#### Supplied material

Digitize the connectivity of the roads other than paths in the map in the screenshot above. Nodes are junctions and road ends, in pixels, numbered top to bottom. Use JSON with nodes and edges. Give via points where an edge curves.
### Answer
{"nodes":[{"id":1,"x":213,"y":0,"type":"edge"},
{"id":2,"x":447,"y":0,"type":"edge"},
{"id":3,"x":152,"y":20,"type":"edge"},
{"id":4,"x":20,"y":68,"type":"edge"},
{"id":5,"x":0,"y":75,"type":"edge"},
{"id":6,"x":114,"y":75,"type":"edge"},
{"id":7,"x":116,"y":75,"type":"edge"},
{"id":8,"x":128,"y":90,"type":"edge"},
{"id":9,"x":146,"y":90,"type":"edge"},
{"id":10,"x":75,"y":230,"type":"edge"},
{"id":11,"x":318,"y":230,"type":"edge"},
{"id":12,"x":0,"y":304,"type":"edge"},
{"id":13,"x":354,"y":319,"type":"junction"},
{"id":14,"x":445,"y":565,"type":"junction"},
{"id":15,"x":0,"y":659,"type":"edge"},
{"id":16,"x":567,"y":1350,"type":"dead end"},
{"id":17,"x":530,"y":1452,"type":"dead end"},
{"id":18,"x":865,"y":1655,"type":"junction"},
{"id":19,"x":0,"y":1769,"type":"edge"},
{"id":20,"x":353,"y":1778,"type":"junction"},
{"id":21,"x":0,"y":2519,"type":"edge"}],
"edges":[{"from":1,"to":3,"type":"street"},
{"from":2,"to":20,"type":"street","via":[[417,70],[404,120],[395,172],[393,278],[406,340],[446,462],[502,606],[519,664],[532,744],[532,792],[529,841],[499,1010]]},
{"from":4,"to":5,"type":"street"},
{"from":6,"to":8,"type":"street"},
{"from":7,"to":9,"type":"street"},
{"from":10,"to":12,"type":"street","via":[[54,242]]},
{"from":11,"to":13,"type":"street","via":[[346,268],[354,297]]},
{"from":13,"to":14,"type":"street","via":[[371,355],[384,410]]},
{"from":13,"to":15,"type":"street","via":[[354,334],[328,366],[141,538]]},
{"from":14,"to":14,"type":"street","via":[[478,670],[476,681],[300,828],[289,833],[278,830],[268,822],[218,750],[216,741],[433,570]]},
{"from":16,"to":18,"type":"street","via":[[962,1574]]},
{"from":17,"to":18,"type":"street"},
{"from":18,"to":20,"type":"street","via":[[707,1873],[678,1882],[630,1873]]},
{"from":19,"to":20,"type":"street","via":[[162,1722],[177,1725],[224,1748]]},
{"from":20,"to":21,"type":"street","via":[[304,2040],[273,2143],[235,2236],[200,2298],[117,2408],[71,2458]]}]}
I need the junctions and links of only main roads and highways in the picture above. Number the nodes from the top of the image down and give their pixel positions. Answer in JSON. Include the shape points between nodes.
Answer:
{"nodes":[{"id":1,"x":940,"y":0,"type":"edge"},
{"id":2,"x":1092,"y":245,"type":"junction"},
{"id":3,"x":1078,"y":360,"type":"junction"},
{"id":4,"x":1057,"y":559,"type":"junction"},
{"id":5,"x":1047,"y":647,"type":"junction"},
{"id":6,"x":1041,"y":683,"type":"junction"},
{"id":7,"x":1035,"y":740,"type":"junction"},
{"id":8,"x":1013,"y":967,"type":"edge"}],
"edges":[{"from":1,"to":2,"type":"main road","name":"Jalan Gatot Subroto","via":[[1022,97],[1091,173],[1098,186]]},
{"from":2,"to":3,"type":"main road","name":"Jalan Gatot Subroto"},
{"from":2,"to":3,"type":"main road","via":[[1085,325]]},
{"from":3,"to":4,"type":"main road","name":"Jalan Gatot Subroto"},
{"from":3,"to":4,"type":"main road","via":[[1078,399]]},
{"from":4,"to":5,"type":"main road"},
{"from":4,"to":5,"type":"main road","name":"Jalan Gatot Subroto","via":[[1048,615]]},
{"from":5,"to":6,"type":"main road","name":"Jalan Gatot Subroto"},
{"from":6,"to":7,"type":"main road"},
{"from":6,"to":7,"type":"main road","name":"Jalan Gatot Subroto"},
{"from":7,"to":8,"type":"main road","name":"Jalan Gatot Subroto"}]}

########

Task details:
An exact reproduction of all the entries above is required.

Task answer:
Digitize the connectivity of the roads other than paths in the map in the screenshot above. Nodes are junctions and road ends, in pixels, numbered top to bottom. Use JSON with nodes and edges. Give via points where an edge curves.
### Answer
{"nodes":[{"id":1,"x":213,"y":0,"type":"edge"},
{"id":2,"x":447,"y":0,"type":"edge"},
{"id":3,"x":152,"y":20,"type":"edge"},
{"id":4,"x":20,"y":68,"type":"edge"},
{"id":5,"x":0,"y":75,"type":"edge"},
{"id":6,"x":114,"y":75,"type":"edge"},
{"id":7,"x":116,"y":75,"type":"edge"},
{"id":8,"x":128,"y":90,"type":"edge"},
{"id":9,"x":146,"y":90,"type":"edge"},
{"id":10,"x":75,"y":230,"type":"edge"},
{"id":11,"x":318,"y":230,"type":"edge"},
{"id":12,"x":0,"y":304,"type":"edge"},
{"id":13,"x":354,"y":319,"type":"junction"},
{"id":14,"x":445,"y":565,"type":"junction"},
{"id":15,"x":0,"y":659,"type":"edge"},
{"id":16,"x":567,"y":1350,"type":"dead end"},
{"id":17,"x":530,"y":1452,"type":"dead end"},
{"id":18,"x":865,"y":1655,"type":"junction"},
{"id":19,"x":0,"y":1769,"type":"edge"},
{"id":20,"x":353,"y":1778,"type":"junction"},
{"id":21,"x":0,"y":2519,"type":"edge"}],
"edges":[{"from":1,"to":3,"type":"street"},
{"from":2,"to":20,"type":"street","via":[[417,70],[404,120],[395,172],[393,278],[406,340],[446,462],[502,606],[519,664],[532,744],[532,792],[529,841],[499,1010]]},
{"from":4,"to":5,"type":"street"},
{"from":6,"to":8,"type":"street"},
{"from":7,"to":9,"type":"street"},
{"from":10,"to":12,"type":"street","via":[[54,242]]},
{"from":11,"to":13,"type":"street","via":[[346,268],[354,297]]},
{"from":13,"to":14,"type":"street","via":[[371,355],[384,410]]},
{"from":13,"to":15,"type":"street","via":[[354,334],[328,366],[141,538]]},
{"from":14,"to":14,"type":"street","via":[[478,670],[476,681],[300,828],[289,833],[278,830],[268,822],[218,750],[216,741],[433,570]]},
{"from":16,"to":18,"type":"street","via":[[962,1574]]},
{"from":17,"to":18,"type":"street"},
{"from":18,"to":20,"type":"street","via":[[707,1873],[678,1882],[630,1873]]},
{"from":19,"to":20,"type":"street","via":[[162,1722],[177,1725],[224,1748]]},
{"from":20,"to":21,"type":"street","via":[[304,2040],[273,2143],[235,2236],[200,2298],[117,2408],[71,2458]]}]}
I need the junctions and links of only main roads and highways in the picture above. Number the nodes from the top of the image down and give their pixel positions. Answer in JSON. Include the shape points between nodes.
Answer:
{"nodes":[{"id":1,"x":940,"y":0,"type":"edge"},
{"id":2,"x":1092,"y":245,"type":"junction"},
{"id":3,"x":1078,"y":360,"type":"junction"},
{"id":4,"x":1057,"y":559,"type":"junction"},
{"id":5,"x":1047,"y":647,"type":"junction"},
{"id":6,"x":1041,"y":683,"type":"junction"},
{"id":7,"x":1035,"y":740,"type":"junction"},
{"id":8,"x":1013,"y":967,"type":"edge"}],
"edges":[{"from":1,"to":2,"type":"main road","name":"Jalan Gatot Subroto","via":[[1022,97],[1091,173],[1098,186]]},
{"from":2,"to":3,"type":"main road","name":"Jalan Gatot Subroto"},
{"from":2,"to":3,"type":"main road","via":[[1085,325]]},
{"from":3,"to":4,"type":"main road","name":"Jalan Gatot Subroto"},
{"from":3,"to":4,"type":"main road","via":[[1078,399]]},
{"from":4,"to":5,"type":"main road"},
{"from":4,"to":5,"type":"main road","name":"Jalan Gatot Subroto","via":[[1048,615]]},
{"from":5,"to":6,"type":"main road","name":"Jalan Gatot Subroto"},
{"from":6,"to":7,"type":"main road"},
{"from":6,"to":7,"type":"main road","name":"Jalan Gatot Subroto"},
{"from":7,"to":8,"type":"main road","name":"Jalan Gatot Subroto"}]}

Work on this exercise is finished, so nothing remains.